## Data supplied
——

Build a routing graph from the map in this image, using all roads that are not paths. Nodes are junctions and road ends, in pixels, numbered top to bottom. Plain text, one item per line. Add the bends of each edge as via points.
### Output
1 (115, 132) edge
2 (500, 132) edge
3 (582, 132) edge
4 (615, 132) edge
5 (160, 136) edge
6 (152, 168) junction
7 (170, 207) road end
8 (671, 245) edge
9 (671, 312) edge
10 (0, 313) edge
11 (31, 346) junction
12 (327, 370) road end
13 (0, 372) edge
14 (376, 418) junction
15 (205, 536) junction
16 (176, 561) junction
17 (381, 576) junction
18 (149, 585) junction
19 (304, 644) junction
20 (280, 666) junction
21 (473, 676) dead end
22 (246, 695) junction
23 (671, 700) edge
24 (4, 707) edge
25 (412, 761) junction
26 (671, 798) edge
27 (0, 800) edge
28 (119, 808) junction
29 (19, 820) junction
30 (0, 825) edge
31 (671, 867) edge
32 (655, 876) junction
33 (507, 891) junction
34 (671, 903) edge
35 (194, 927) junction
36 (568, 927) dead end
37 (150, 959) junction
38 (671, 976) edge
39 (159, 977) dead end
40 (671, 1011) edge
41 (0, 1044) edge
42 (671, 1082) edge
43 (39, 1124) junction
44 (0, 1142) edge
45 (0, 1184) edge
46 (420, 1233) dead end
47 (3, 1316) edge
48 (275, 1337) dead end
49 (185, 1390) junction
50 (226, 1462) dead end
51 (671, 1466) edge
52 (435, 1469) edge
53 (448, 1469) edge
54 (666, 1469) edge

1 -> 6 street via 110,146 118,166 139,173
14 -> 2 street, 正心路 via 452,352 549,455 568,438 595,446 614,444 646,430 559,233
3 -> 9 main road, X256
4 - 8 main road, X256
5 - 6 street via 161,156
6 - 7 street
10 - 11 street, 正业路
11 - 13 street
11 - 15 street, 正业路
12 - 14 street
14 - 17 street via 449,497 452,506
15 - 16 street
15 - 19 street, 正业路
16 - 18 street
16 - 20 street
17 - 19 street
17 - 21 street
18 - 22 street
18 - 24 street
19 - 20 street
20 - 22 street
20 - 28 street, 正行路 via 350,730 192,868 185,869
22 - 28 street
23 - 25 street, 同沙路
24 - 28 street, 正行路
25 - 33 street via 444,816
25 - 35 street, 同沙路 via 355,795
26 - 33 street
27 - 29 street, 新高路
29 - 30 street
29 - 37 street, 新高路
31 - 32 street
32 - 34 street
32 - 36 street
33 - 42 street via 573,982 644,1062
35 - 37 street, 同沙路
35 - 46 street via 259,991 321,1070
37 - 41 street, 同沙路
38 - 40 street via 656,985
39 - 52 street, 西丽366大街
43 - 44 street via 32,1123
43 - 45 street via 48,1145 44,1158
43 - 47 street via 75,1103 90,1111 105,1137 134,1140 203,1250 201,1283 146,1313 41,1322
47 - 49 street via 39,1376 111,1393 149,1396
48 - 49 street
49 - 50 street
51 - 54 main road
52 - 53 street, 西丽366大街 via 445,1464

——

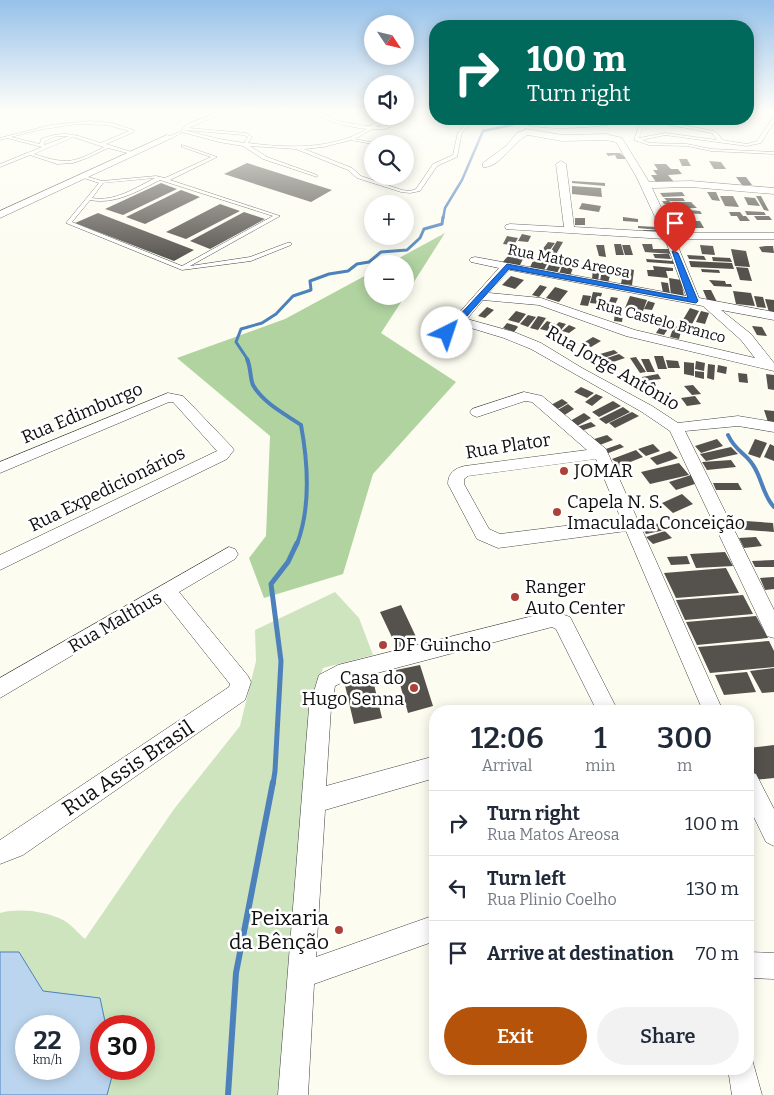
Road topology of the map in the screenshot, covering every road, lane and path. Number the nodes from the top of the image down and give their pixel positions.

——

## What you have to do
The lines to return are those in the entries above that hold "image".

## Solution to this task
Build a routing graph from the map in this image, using all roads that are not paths. Nodes are junctions and road ends, in pixels, numbered top to bottom. Plain text, one item per line. Add the bends of each edge as via points.
Road topology of the map in the screenshot, covering every road, lane and path. Number the nodes from the top of the image down and give their pixel positions.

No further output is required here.